Before I started my Occupational Therapy program, I had heard that, for our Physical Disabilities class, we were going to have to do a “wheelchair assignment” similar to what was portrayed this week in the FOX show “Glee.” For 24 hours, we would have to use a wheelchair as if it were how we lived our life every day and, hopefully, it would give us some insight and help us empathize with those who use a wheelchair rather than their legs to get around.
Once that class began, however, our instructor quickly explained to us why we would not be doing the wheelchair assignment. Apparently, it turned out to have an unintended effect on the previous year’s class. Rather than learning to empathize with wheelchair-users – as was the intended purpose of the assignment – these students became overly exuberant that they themselves were not “stuck” in a wheelchair on a day-to-day basis. If they couldn’t find a ramp, they just picked up their wheelchair and took it up the stairs. If they needed to go to the bathroom, they left their wheelchair at the door and waltzed right in. And when the 24 hours was up? They literally got up and walked right out of the wheelchair, thanking God that they would never have to do that again. When they wrote their reflection papers about their experience, many vented about how they were so happy that they didn’t ever have to use the wheelchair again. Not really what the professor was going for.
So what about for those who don’t have the option of getting out of their wheelchair and walking whenever there isn’t a ramp or curb cut-out in sight?
There are many suggestions about how we can become more aware and empathetic of the needs and experiences of wheelchair users, and the wheelchair experience is not one of them that is suggested in the current dialogue on this issue. The reasons against it are pretty much in line with what last year’s class experienced. You don’t know how to use it, you’re in pain because you have never used it before, and you just get plain frustrated because you can’t do what you’re used to. It doesn’t give you an accurate experience because it’s just not enough time to acclimate to what it might actually be like over an extended period of time.

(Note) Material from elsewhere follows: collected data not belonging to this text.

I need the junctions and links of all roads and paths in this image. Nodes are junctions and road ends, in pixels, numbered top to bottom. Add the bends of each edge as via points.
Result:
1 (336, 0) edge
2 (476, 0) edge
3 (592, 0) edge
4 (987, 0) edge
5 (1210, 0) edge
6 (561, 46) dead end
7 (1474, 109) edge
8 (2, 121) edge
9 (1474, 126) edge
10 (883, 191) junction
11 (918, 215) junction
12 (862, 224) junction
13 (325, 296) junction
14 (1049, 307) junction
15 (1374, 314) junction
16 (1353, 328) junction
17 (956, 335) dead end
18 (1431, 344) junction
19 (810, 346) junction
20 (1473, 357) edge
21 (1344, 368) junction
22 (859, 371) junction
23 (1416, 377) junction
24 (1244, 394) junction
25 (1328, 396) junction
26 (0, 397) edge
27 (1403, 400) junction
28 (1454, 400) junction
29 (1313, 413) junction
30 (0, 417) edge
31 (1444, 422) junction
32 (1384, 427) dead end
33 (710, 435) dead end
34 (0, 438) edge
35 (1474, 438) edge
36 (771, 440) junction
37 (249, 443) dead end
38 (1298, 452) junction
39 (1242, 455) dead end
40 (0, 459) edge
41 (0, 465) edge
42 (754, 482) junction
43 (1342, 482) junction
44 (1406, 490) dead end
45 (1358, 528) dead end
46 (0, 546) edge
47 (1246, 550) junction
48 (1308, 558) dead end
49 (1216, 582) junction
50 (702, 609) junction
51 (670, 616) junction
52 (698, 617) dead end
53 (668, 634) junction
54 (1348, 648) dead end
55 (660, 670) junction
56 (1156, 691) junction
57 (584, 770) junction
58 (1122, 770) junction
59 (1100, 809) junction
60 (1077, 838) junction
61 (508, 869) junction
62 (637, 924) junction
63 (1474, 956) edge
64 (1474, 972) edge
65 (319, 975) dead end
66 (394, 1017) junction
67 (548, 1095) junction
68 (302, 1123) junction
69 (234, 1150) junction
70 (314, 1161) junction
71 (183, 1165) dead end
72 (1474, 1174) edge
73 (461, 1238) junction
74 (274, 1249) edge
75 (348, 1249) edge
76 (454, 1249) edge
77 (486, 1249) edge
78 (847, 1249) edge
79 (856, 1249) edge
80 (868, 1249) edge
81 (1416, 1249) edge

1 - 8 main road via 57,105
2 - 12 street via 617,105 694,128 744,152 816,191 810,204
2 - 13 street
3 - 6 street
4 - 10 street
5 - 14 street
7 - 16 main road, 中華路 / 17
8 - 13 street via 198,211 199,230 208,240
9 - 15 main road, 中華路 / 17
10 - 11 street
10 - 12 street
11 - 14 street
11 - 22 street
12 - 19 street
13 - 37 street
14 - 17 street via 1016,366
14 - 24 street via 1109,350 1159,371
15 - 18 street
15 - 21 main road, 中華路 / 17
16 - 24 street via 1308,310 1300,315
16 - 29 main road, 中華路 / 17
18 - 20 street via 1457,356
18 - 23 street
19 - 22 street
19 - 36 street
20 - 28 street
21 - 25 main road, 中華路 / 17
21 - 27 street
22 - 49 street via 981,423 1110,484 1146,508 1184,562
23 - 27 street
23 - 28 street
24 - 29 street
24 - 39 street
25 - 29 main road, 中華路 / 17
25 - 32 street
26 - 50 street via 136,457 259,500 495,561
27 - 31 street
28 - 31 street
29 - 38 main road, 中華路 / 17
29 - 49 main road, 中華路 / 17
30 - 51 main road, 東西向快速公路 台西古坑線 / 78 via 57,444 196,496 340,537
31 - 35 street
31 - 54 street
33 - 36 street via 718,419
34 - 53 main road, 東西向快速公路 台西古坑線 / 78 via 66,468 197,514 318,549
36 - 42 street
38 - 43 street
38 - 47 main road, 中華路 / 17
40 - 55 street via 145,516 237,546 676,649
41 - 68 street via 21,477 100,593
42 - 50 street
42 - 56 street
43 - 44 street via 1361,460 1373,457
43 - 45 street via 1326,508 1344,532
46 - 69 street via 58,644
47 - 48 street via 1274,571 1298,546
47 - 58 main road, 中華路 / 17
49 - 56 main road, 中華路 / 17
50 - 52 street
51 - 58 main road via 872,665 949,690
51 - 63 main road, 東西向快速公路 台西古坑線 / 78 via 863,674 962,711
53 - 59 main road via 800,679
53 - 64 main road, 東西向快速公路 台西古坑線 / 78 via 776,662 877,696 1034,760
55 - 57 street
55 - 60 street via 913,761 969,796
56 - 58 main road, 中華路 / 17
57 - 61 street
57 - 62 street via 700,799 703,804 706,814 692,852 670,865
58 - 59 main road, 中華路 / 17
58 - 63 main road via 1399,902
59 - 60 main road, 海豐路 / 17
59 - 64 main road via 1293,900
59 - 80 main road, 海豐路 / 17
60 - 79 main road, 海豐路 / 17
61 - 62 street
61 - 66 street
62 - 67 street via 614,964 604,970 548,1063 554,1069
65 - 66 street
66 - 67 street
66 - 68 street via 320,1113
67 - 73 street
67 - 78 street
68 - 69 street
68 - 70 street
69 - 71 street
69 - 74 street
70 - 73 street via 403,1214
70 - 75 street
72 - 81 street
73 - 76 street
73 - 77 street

Instead, people are encouraged to engage in activities that will increase their awareness of accessibility and experience. Some suggestions I have heard mentioned include walking a building’s premises to figure out where and how many wheelchair-accessible entrances there are; engaging in a daily routine with someone who uses a wheelchair; getting to know and asking questions of a person who uses a wheelchair; and reading an autobiography or watching a movie about a person who uses a wheelchair. I’m sure there are many more that you can think of!
If you watch the FOX show “Glee”, then you know that this week’s episode revolved around the theme of difference. In particular, it centered on the experience of Artie, the high schooler who uses a wheelchair, and the effect that his wheelchair usage had on his ability to participate fully in Glee Club (this episode did also address issues of difference related to cognitive limitations and sexuality). It was a really interesting episode, and although it wasn’t completely perfect or sensitive in its use of the wheelchairs and the language associated with them, I thought that it highlighted some great scenarios (students in wheelchairs being too low to reach things they needed in the cafeteria, or realizing through their own experience that there is only one wheelchair accessible ramp at the school) and dialogue (When the girl with a studder admits to Artie she’s been faking it all these years in order to push people away and get out of public speaking, and Artie, heartbroken, replies, “I would never try to push people away, cuz being in a chair kinda does that for you…I’m sorry now you get to be “normal” and I’m gonna be stuck in this chair the rest of my life. And that’s not something I can fake.” Chills!).
And click here to read a group wheelchair reflection paper written by some students in Maine – replete with professor comments – who seemed to actually complete the assignment correctly and understood what it was trying to teach them.
For those of us who are going into OT, these issues of experience and difference are critical for us to try to empathize with and understand so that we can help our clients gain maximum function.
And for those of us who are simply living in the world every day? We need to have respect for our fellow human beings. Because whether we use legs or wheels to go from one place to another, we are all worthy of respect.